Hey here’s a link for our autonomous run of 28 points which was the highscore at the VEX IQ Robotics World Championship
28 points auton 
If you have any questions or want to see the code pls ask
Hope You enjoy,
Arav.
P.S. Sorry for the music and bright light 
Congrats on the high score! I can’t watch it right now b/c I’m in school, but I will when I get home. Keep up the good work!
Sure, it’s a bit messy and not fully commented.
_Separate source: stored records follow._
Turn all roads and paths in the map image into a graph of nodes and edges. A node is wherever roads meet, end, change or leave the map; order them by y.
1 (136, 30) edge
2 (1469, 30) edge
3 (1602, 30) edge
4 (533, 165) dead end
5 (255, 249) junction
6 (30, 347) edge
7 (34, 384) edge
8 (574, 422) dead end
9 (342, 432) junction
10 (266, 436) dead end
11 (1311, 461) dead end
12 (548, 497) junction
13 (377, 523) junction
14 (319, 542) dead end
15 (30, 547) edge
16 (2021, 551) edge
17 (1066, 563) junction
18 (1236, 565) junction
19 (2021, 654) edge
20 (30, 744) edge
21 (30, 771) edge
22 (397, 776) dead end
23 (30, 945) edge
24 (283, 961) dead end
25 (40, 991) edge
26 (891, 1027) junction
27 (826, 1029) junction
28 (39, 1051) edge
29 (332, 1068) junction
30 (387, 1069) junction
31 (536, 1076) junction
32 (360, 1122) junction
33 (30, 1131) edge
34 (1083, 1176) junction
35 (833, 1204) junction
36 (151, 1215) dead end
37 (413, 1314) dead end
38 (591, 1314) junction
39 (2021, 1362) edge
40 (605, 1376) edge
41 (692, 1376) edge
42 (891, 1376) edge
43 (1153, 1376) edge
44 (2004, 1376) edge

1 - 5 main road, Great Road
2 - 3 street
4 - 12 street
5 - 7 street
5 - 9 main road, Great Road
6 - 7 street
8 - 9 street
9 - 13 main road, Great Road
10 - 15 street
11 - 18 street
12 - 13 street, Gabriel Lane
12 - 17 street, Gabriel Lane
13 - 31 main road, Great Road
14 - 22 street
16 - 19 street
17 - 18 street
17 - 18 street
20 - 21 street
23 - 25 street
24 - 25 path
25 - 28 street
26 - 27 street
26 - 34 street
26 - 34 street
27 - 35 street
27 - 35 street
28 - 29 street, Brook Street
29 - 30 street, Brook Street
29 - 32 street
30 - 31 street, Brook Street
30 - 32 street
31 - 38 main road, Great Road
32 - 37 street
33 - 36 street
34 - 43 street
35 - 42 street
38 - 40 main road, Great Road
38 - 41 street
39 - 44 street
Top bit is just think award presentation
any improvements or tips for next yr would be appreciated.
#pragma config(Sensor, port1, bumper, sensorVexIQ_Touch)
#pragma config(Sensor, port9, gyro, sensorVexIQ_Gyro)
#pragma config(Motor, motor2, rightDrive, tmotorVexIQ, PIDControl, reversed, driveRight, encoder)
#pragma config(Motor, motor3, armMotorRight, tmotorVexIQ, PIDControl, reversed, encoder)
#pragma config(Motor, motor4, armMotorLeft, tmotorVexIQ, PIDControl, encoder)
#pragma config(Motor, motor5, leftDrive, tmotorVexIQ, PIDControl, driveLeft, encoder)
#pragma config(Motor, motor7, NeedleRight, tmotorVexIQ, PIDControl, reversed, encoder)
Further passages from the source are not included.